[The Life And Adventures Of Nicholas Nickleby by Charles Dickens]@TWC D-Link bookThe Life And Adventures Of Nicholas Nickleby CHAPTER 14 2/11
The windows are, for the same reason, sufficiently diversified in appearance, being ornamented with every variety of common blind and curtain that can easily be imagined; while every doorway is blocked up, and rendered nearly impassable, by a motley collection of children and porter pots of all sizes, from the baby in arms and the half-pint pot, to the full-grown girl and half-gallon can. In the parlour of one of these houses, which was perhaps a thought dirtier than any of its neighbours; which exhibited more bell-handles, children, and porter pots, and caught in all its freshness the first gust of the thick black smoke that poured forth, night and day, from a large brewery hard by; hung a bill, announcing that there was yet one room to let within its walls, though on what story the vacant room could be--regard being had to the outward tokens of many lodgers which the whole front displayed, from the mangle in the kitchen window to the flower-pots on the parapet--it would have been beyond the power of a calculating boy to discover.
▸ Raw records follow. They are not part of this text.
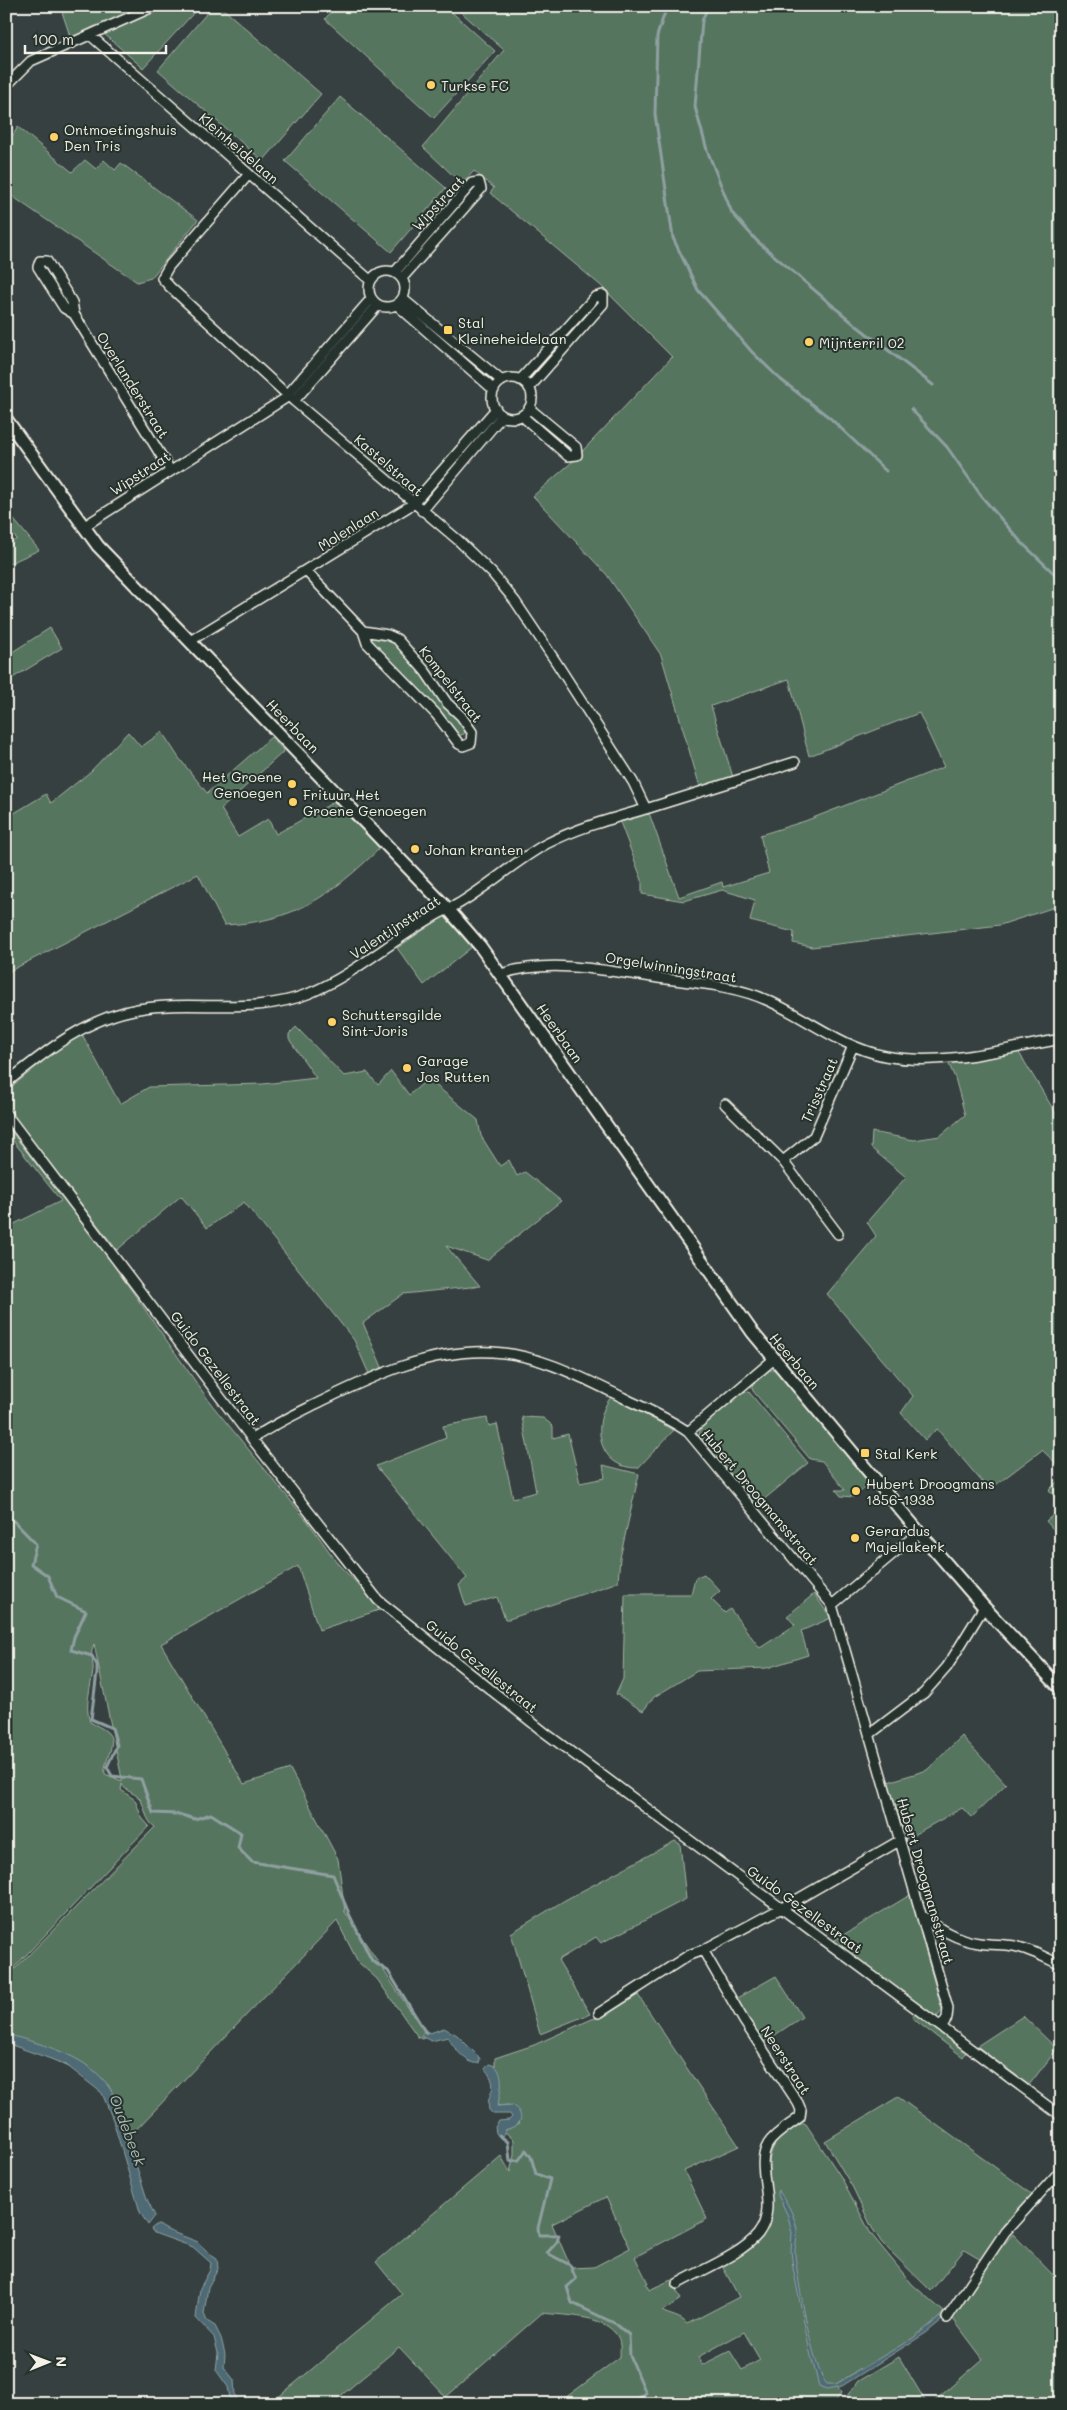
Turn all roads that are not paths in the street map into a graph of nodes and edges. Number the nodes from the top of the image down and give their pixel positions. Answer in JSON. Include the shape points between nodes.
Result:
{"nodes":[{"id":1,"x":155,"y":6,"type":"edge"},
{"id":2,"x":90,"y":35,"type":"junction"},
{"id":3,"x":6,"y":86,"type":"edge"},
{"id":4,"x":249,"y":174,"type":"junction"},
{"id":5,"x":399,"y":275,"type":"junction"},
{"id":6,"x":371,"y":281,"type":"junction"},
{"id":7,"x":375,"y":302,"type":"junction"},
{"id":8,"x":400,"y":302,"type":"junction"},
{"id":9,"x":74,"y":314,"type":"junction"},
{"id":10,"x":520,"y":380,"type":"junction"},
{"id":11,"x":502,"y":381,"type":"junction"},
{"id":12,"x":529,"y":388,"type":"junction"},
{"id":13,"x":494,"y":390,"type":"junction"},
{"id":14,"x":290,"y":397,"type":"junction"},
{"id":15,"x":529,"y":408,"type":"junction"},
{"id":16,"x":499,"y":412,"type":"junction"},
{"id":17,"x":522,"y":416,"type":"junction"},
{"id":18,"x":6,"y":419,"type":"edge"},
{"id":19,"x":170,"y":470,"type":"junction"},
{"id":20,"x":413,"y":504,"type":"junction"},
{"id":21,"x":422,"y":511,"type":"junction"},
{"id":22,"x":82,"y":527,"type":"junction"},
{"id":23,"x":306,"y":571,"type":"junction"},
{"id":24,"x":363,"y":631,"type":"junction"},
{"id":25,"x":190,"y":641,"type":"junction"},
{"id":26,"x":795,"y":762,"type":"dead end"},
{"id":27,"x":646,"y":809,"type":"junction"},
{"id":28,"x":448,"y":909,"type":"junction"},
{"id":29,"x":501,"y":974,"type":"junction"},
{"id":30,"x":1061,"y":1040,"type":"edge"},
{"id":31,"x":853,"y":1046,"type":"junction"},
{"id":32,"x":6,"y":1083,"type":"edge"},
{"id":33,"x":725,"y":1104,"type":"dead end"},
{"id":34,"x":6,"y":1114,"type":"edge"},
{"id":35,"x":783,"y":1161,"type":"junction"},
{"id":36,"x":838,"y":1234,"type":"dead end"},
{"id":37,"x":774,"y":1359,"type":"junction"},
{"id":38,"x":688,"y":1432,"type":"junction"},
{"id":39,"x":252,"y":1438,"type":"junction"},
{"id":40,"x":919,"y":1532,"type":"junction"},
{"id":41,"x":832,"y":1605,"type":"junction"},
{"id":42,"x":984,"y":1608,"type":"junction"},
{"id":43,"x":1061,"y":1689,"type":"edge"},
{"id":44,"x":870,"y":1734,"type":"junction"},
{"id":45,"x":898,"y":1840,"type":"junction"},
{"id":46,"x":780,"y":1908,"type":"junction"},
{"id":47,"x":921,"y":1914,"type":"junction"},
{"id":48,"x":703,"y":1950,"type":"junction"},
{"id":49,"x":1061,"y":1965,"type":"edge"},
{"id":50,"x":599,"y":2013,"type":"dead end"},
{"id":51,"x":942,"y":2026,"type":"junction"},
{"id":52,"x":1061,"y":2116,"type":"edge"},
{"id":53,"x":1061,"y":2170,"type":"edge"},
{"id":54,"x":676,"y":2284,"type":"dead end"},
{"id":55,"x":947,"y":2318,"type":"dead end"}],
"edges":[{"from":1,"to":2,"type":"street"},
{"from":2,"to":3,"type":"street","via":[[31,61]]},
{"from":2,"to":4,"type":"street","name":"Kleinheidelaan"},
{"from":4,"to":6,"type":"street","name":"Kleinheidelaan"},
{"from":4,"to":14,"type":"street","name":"Kastelstraat","via":[[163,272],[162,278]]},
{"from":5,"to":5,"type":"street","name":"Wipstraat","via":[[481,189],[479,182],[472,183]]},
{"from":5,"to":6,"type":"street","via":[[381,271]]},
{"from":5,"to":8,"type":"street","via":[[405,290]]},
{"from":6,"to":7,"type":"street","via":[[369,293]]},
{"from":7,"to":8,"type":"street","via":[[384,307]]},
{"from":7,"to":14,"type":"street","name":"Wipstraat"},
{"from":8,"to":11,"type":"street"},
{"from":8,"to":13,"type":"street"},
{"from":9,"to":9,"type":"street","name":"Overlanderstraat","via":[[72,302],[47,261],[40,261],[38,267],[64,308]]},
{"from":9,"to":19,"type":"street","name":"Overlanderstraat"},
{"from":10,"to":11,"type":"street"},
{"from":10,"to":12,"type":"street"},
{"from":10,"to":12,"type":"street","via":[[595,297],[604,294],[603,304]]},
{"from":11,"to":13,"type":"street"},
{"from":12,"to":15,"type":"street","via":[[532,400]]},
{"from":13,"to":16,"type":"street","via":[[492,403]]},
{"from":14,"to":19,"type":"street","name":"Wipstraat"},
{"from":14,"to":20,"type":"street","name":"Kastelstraat"},
{"from":15,"to":17,"type":"street"},
{"from":15,"to":17,"type":"street","via":[[576,448],[577,454],[568,456]]},
{"from":16,"to":17,"type":"street","via":[[510,418]]},
{"from":16,"to":20,"type":"street","name":"Molenlaan"},
{"from":16,"to":21,"type":"street"},
{"from":18,"to":22,"type":"street","name":"Heerbaan"},
{"from":19,"to":22,"type":"street","name":"Wipstraat"},
{"from":20,"to":21,"type":"street","name":"Kastelstraat"},
{"from":20,"to":23,"type":"street","name":"Molenlaan"},
{"from":21,"to":27,"type":"street","name":"Kastelstraat","via":[[492,572],[515,601],[633,782]]},
{"from":22,"to":25,"type":"street","name":"Heerbaan"},
{"from":23,"to":24,"type":"street","name":"Kompelstraat"},
{"from":23,"to":25,"type":"street","name":"Molenlaan"},
{"from":24,"to":24,"type":"street","name":"Kompelstraat","via":[[367,643],[436,714],[459,744],[472,743],[472,732],[461,716],[397,639]]},
{"from":25,"to":28,"type":"street","name":"Heerbaan"},
{"from":26,"to":27,"type":"street","name":"Valentijnstraat"},
{"from":27,"to":28,"type":"street","name":"Valentijnstraat","via":[[579,830],[547,844]]},
{"from":28,"to":29,"type":"street","name":"Heerbaan"},
{"from":28,"to":32,"type":"street","name":"Valentijnstraat","via":[[345,976],[307,994],[253,1006],[160,1006],[112,1015],[70,1034]]},
{"from":29,"to":31,"type":"street","name":"Orgelwinningstraat","via":[[521,968],[589,969],[722,987],[769,1001]]},
{"from":29,"to":37,"type":"street","name":"Heerbaan","via":[[738,1313]]},
{"from":30,"to":31,"type":"street","name":"Orgelwinningstraat","via":[[930,1059],[887,1056]]},
{"from":31,"to":35,"type":"street","name":"Trisstraat","via":[[814,1136]]},
{"from":33,"to":35,"type":"street"},
{"from":34,"to":39,"type":"street","name":"Guido Gezellestraat"},
{"from":35,"to":36,"type":"street"},
{"from":37,"to":38,"type":"street"},
{"from":37,"to":40,"type":"street","name":"Heerbaan"},
{"from":38,"to":39,"type":"street","name":"Hubert Droogmansstraat","via":[[561,1368],[493,1352],[463,1353],[404,1364],[373,1376]]},
{"from":38,"to":41,"type":"street","name":"Hubert Droogmansstraat"},
{"from":39,"to":46,"type":"street","name":"Guido Gezellestraat","via":[[378,1600],[544,1732]]},
{"from":40,"to":41,"type":"street"},
{"from":40,"to":42,"type":"street","name":"Heerbaan"},
{"from":41,"to":44,"type":"street","name":"Hubert Droogmansstraat"},
{"from":42,"to":43,"type":"street","name":"Heerbaan"},
{"from":42,"to":44,"type":"street","via":[[947,1667],[924,1693]]},
{"from":44,"to":45,"type":"street","name":"Hubert Droogmansstraat"},
{"from":45,"to":46,"type":"street"},
{"from":45,"to":47,"type":"street","name":"Hubert Droogmansstraat"},
{"from":46,"to":48,"type":"street"},
{"from":46,"to":51,"type":"street","name":"Guido Gezellestraat"},
{"from":47,"to":49,"type":"street","via":[[940,1930],[956,1936],[977,1943],[1015,1946]]},
{"from":47,"to":51,"type":"street","name":"Hubert Droogmansstraat","via":[[948,2008]]},
{"from":48,"to":50,"type":"street","via":[[689,1955]]},
{"from":48,"to":54,"type":"street","name":"Neerstraat","via":[[802,2113],[768,2145],[764,2161],[768,2201],[766,2217],[759,2232],[748,2244]]},
{"from":51,"to":52,"type":"street","name":"Guido Gezellestraat"},
{"from":53,"to":55,"type":"street","via":[[1004,2232]]}]}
The common stairs of this mansion were bare and carpetless; but a curious visitor who had to climb his way to the top, might have observed that there were not wanting indications of the progressive poverty of the inmates, although their rooms were shut.
Thus, the first-floor lodgers, being flush of furniture, kept an old mahogany table--real mahogany--on the landing-place outside, which was only taken in, when occasion required.
On the second story, the spare furniture dwindled down to a couple of old deal chairs, of which one, belonging to the back-room, was shorn of a leg, and bottomless.
The story above, boasted no greater excess than a worm-eaten wash-tub; and the garret landing-place displayed no costlier articles than two crippled pitchers, and some broken blacking-bottles. It was on this garret landing-place that a hard-featured square-faced man, elderly and shabby, stopped to unlock the door of the front attic, into which, having surmounted the task of turning the rusty key in its still more rusty wards, he walked with the air of legal owner. This person wore a wig of short, coarse, red hair, which he took off with his hat, and hung upon a nail.
Having adopted in its place a dirty cotton nightcap, and groped about in the dark till he found a remnant of candle, he knocked at the partition which divided the two garrets, and inquired, in a loud voice, whether Mr Noggs had a light. The sounds that came back were stifled by the lath and plaster, and it seemed moreover as though the speaker had uttered them from the interior of a mug or other drinking vessel; but they were in the voice of Newman, and conveyed a reply in the affirmative. 'A nasty night, Mr Noggs!' said the man in the nightcap, stepping in to light his candle. 'Does it rain ?' asked Newman. 'Does it ?' replied the other pettishly.